The Manalis lab’s platform detects and extracts rare circulating tumor cells from live mouse models using a combination of laser excitation and a microfluidic chip (pictured), and can be used to answer important questions in cancer biology and care.
MIT Koch Institute
April 20, 2024
Leukemias and their bone marrow microenvironments undergo dynamic changes over the course of disease. However, little is known about the circulation kinetics of leukemia cells, or the impact of specific factors on the clearance of circulating leukemia cells (CLCs) from the blood by normal filtration mechanisms.
Professors Scott Manalis and Michael Hemann published a new study of leukemia cell behaviors in Communications Biology that improves our basic understanding of CLC dynamics over the course of disease progression and therapeutic response. Understanding these circulation kinetics and clearance rates can inform our biological understandings of metastasis, as well as the design of tools that target these circulating cells for cancer diagnosis, treatment and monitoring.
Manalis and Hemann used a blood exchange method, which operates similarly to dialysis, to study mouse models of leukemia. This method employs a microdevice-driven cell sorting platform previously developed by the Manalis Lab with other Koch Institute collaborators.
The cell-sorting chip stemmed from a conversation in the Koch Café lunch line between Manalis and Tyler Jacks, David H. Koch (1962) Professor of Biology. They had seen a presentation from a graduate student working in the laboratory of Matthew Vander Heiden about a dialysis-like system to track metabolites in the bloodstream of mice. Jacks and Manalis wondered if a similar approach could be used to study rare circulating tumor cells in real-time, even in mice—something made exceedingly difficult by the low blood volume of mice, rarity of circulating tumor cells, and limitations of available technology. Drawing from multiple areas of expertise around the Koch Institute, Jacks and Manalis developed a real-time cell sorter, that enabled researchers, for the first time, to longitudinally collect circulating tumor cells from the same mouse.

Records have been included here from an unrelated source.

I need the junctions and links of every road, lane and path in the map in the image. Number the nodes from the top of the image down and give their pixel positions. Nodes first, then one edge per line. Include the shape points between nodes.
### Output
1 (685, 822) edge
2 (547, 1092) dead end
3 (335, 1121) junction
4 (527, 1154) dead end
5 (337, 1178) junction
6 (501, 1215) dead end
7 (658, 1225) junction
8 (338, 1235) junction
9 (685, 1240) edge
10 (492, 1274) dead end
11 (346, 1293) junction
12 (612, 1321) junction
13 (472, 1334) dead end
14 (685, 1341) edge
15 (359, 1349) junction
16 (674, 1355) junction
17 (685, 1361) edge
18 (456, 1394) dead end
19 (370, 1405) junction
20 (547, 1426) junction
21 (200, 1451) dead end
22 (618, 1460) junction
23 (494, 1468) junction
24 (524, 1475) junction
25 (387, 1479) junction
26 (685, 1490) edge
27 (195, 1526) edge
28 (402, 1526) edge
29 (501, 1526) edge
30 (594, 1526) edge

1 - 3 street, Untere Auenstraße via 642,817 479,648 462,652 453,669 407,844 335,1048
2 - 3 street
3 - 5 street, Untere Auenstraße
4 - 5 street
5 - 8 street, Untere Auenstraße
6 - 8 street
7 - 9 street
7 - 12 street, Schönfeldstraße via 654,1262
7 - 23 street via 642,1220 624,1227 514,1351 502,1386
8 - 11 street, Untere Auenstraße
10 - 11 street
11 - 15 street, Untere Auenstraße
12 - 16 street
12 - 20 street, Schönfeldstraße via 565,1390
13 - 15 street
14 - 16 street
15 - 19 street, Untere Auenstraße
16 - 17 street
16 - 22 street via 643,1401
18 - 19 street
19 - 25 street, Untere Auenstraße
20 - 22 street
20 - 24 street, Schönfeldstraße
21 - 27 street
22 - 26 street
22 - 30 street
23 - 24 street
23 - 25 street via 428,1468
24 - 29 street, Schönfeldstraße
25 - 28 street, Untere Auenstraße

Using the platform in their new study, Manalis and Hemann found that CLCs circulate in the blood for 1–2 orders of magnitude longer than circulating tumor cells from solid tumors. They also observed in an acute lymphocytic leukemia model that leukemia presence in bone marrow can limit the clearance of CLCs, and in a model of relapsed acute myeloid leukemia that CLCs can clear faster than in their untreated counterparts. Further, this blood exchange approach can also directly quantify the impact of microenvironmental factors on CLC clearance properties. For example, data from two leukemia models suggest that E-selectin, a vascular adhesion molecule, alters CLC clearance.
The team’s research highlights that clearance rates of CLCs can vary in response to tumor and treatment status and provides a strategy for identifying basic processes and factors that govern the kinetics of circulating cells. Findings from this work could help improve the design of blood biopsy technologies, personalized treatment regimens, and other detection and treatment applications.